Write your pick and, if you want, add the reasons behind your pick.
The winner is perfectly clear. But the obvious winner will not win as the usual US elections go. I just wonder who follows this topic carefully.
You can write 4) Something else entirely
I just wonder if the think-tank of this forum have already figured it out.
Trump is not one of their puppets you closeted zionist glowie
https://www.nbcnews.com/storyline/trump-s-first-foreign-trip/trump-becomes-first-sitting-u-s-president-visit-western-wall-n762891
How awkward
So what? You don't run the biggest sting operation in world history by NOT cozying up to Israel. This visit was part of Trump's 2017 Capitulation Tour. All up in Israel touching their shidd and praying to Real God at the site of their wailing wall idol. Going to the Saudis and receiving the honor of the sword dance which is reserved for the incoming king of the Saudis. Going to the pope and the queen and disrespecting both to their faces. Meeting with Putin, meeting with President Xi, going to all these world leaders discussing The Plan To Save The World. He walked into North Korea ALONE.

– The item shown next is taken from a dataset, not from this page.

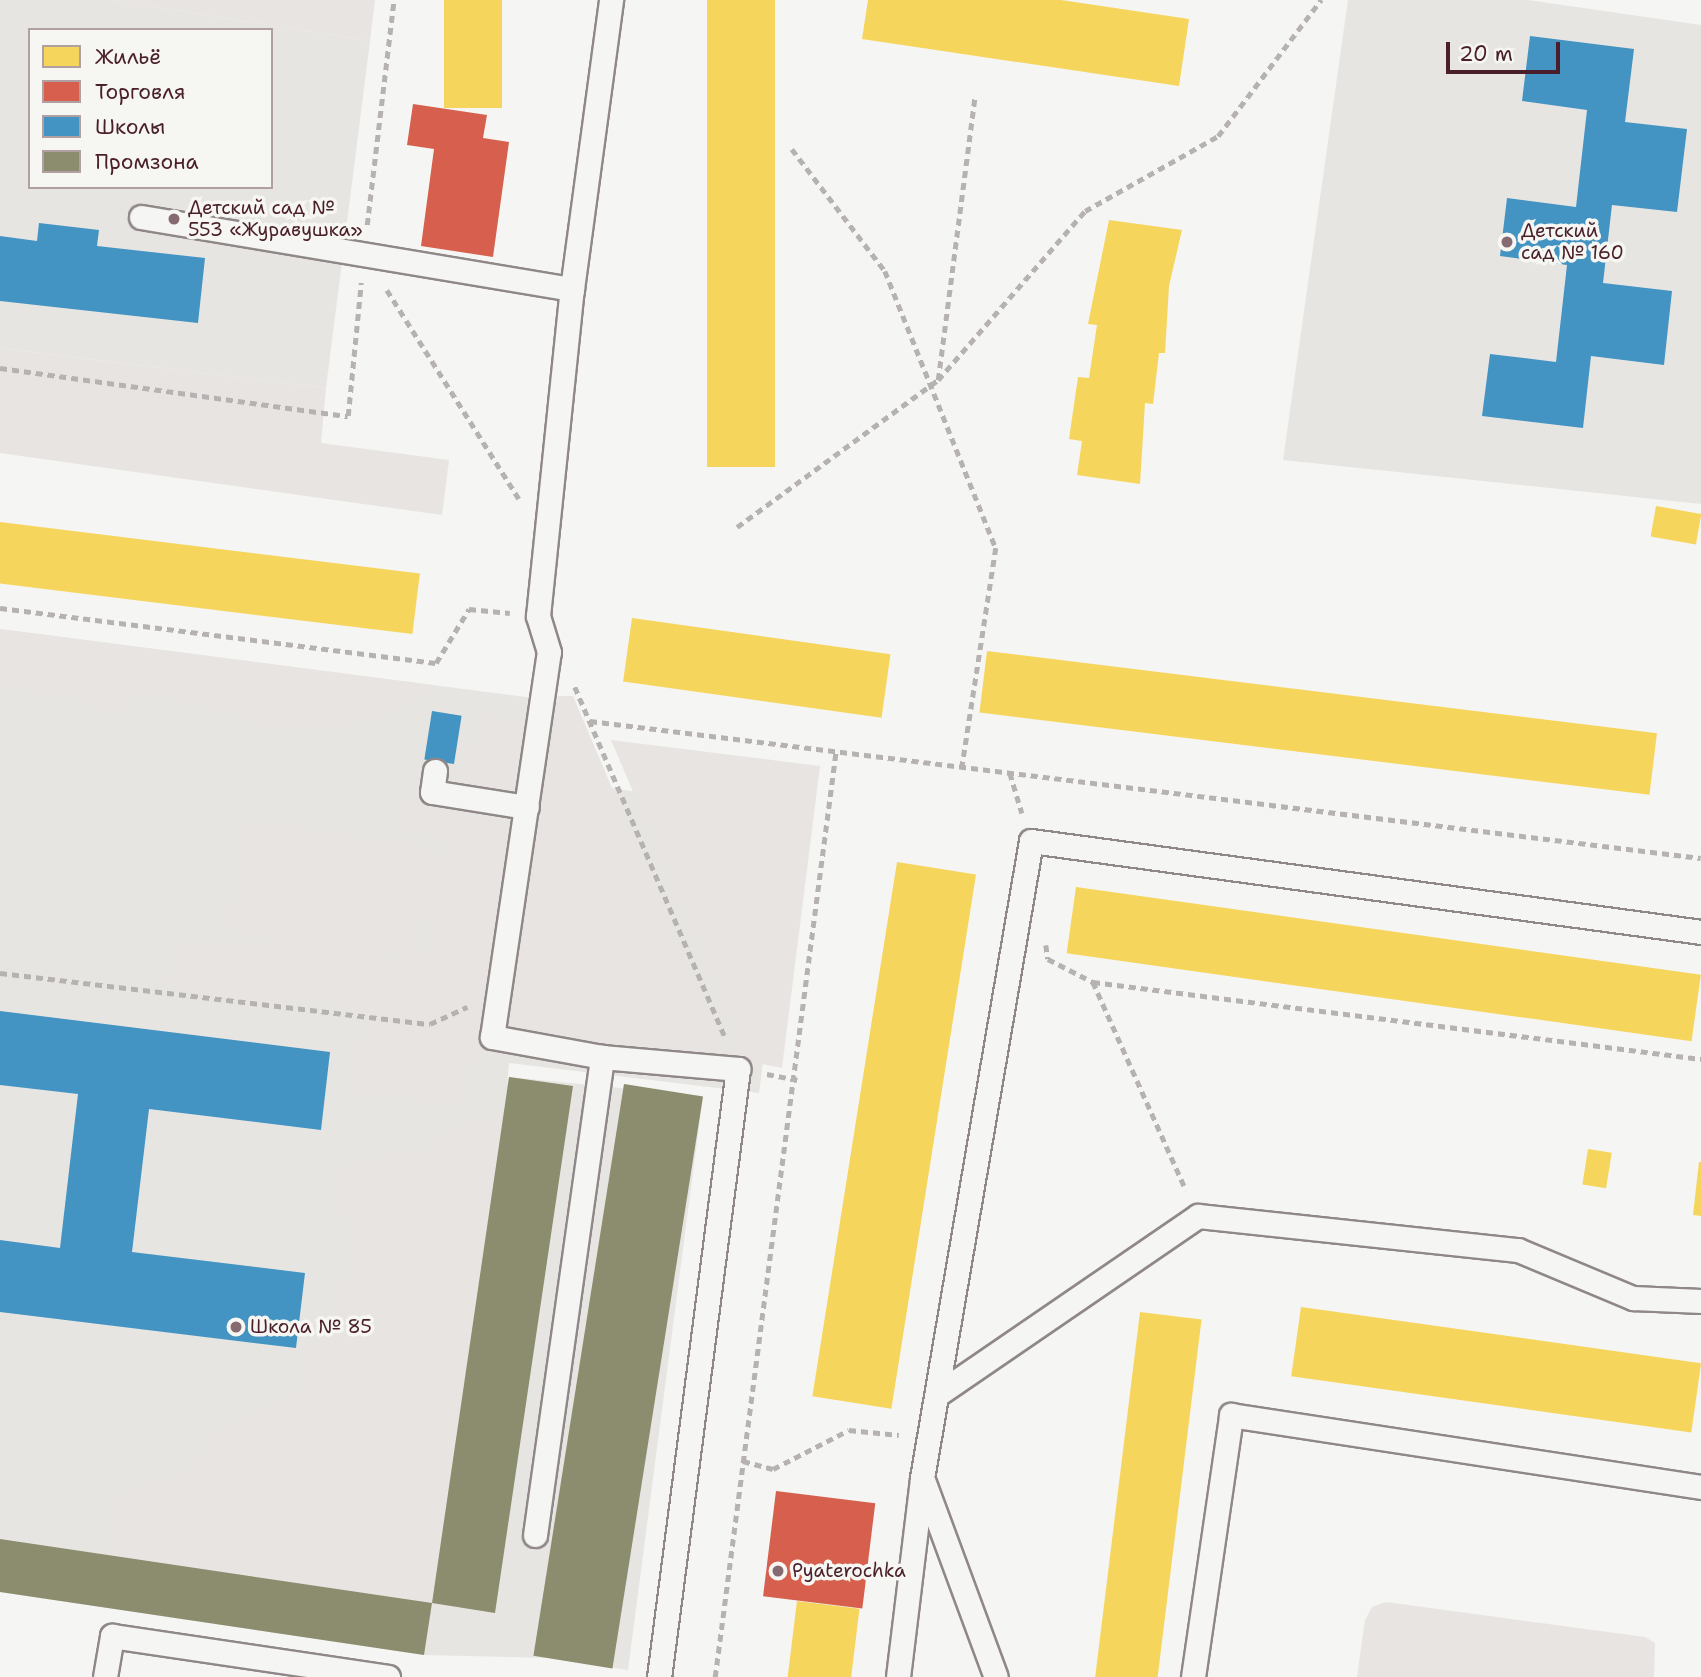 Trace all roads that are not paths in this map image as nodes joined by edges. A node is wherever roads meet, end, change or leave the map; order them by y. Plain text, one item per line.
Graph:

Trump is just a human selected by Us to be our weapon, our brick thrown through the window of the System. God's hand rests on Trump because the power of God is literally on our side. Used to, the anons thought Q was just really good at lining up a sh*tload of 17s and insane coincidences. But then the span of time over which the Q operation would have taken place started to expand. At a certain point it was clear that it would have started around the Kennedy assassination.
Later still, we would find out Q things connected deeper into history. And of course there is the undeniable Meme Magic. God will send "a plague of frogs to destroy you," eh? Exodus 8:1-4 describes us living rent-free in their heads. And it gets crazier. We chose everything about Kekistan by random roll on a 4chan thread. Pepe. The name Kekistan. The xenonym Kekistani. The official religion Kek and also the God of Kek. The constition being simply 4chan's Rules of The Internet. All pulled out of thin air via a random roll, when we decided to make "The Nation of The Internet" jokingly official, for those people who identify more with Netizens than their native people. How could our random rolling have known there is in fact a God of Kek in ancient Egypt, a frog, with a mysterious inscription which clearly shows a person at a computer making meme magic.
Our movement went from "Q is smart" to "Barron must be a time traveler" to "holy sh*t guys, God is real and we all just saw that for ourselves."
Jesus Christ is the one true way for us to beat them.
Your bitchass snarkass Trump-hatingass probably-athiestass attitude gives you away as a glowie.
Go the f*ck away.
Jump off a bridge.
No one actually needs a communist faggot.
I don't care if you post here everyday.
The faggotry on GAW is strong with these government kikes coming on our board, and you reek of government. Faggot.
The faggotry over on the conspiracies win, it's like they don't even realize they're on a pro-Trump board. Bunch of brain damaged actual retards mixed in with government glowies and only a scattering of Patriots.
It's high-time we became popular again. The board lost like all of its traffic and at the same time government faggots like yourself flooded the pages. I think the mod team probably has a bad apple in there somewhere after the Jan 6th power shift.
Also to be clear.
Fuck you.
Yeah, I'm not reading your Q-tard cope drivel. I proved you wrong - Trump is a zionist puppet and he said so himself time and time again. Your movement is the fakest and gayest shit and the most obvious psy op to ever come out in the last 20 years - it's even faker than Trump's Warps speed bioweapon he brags about.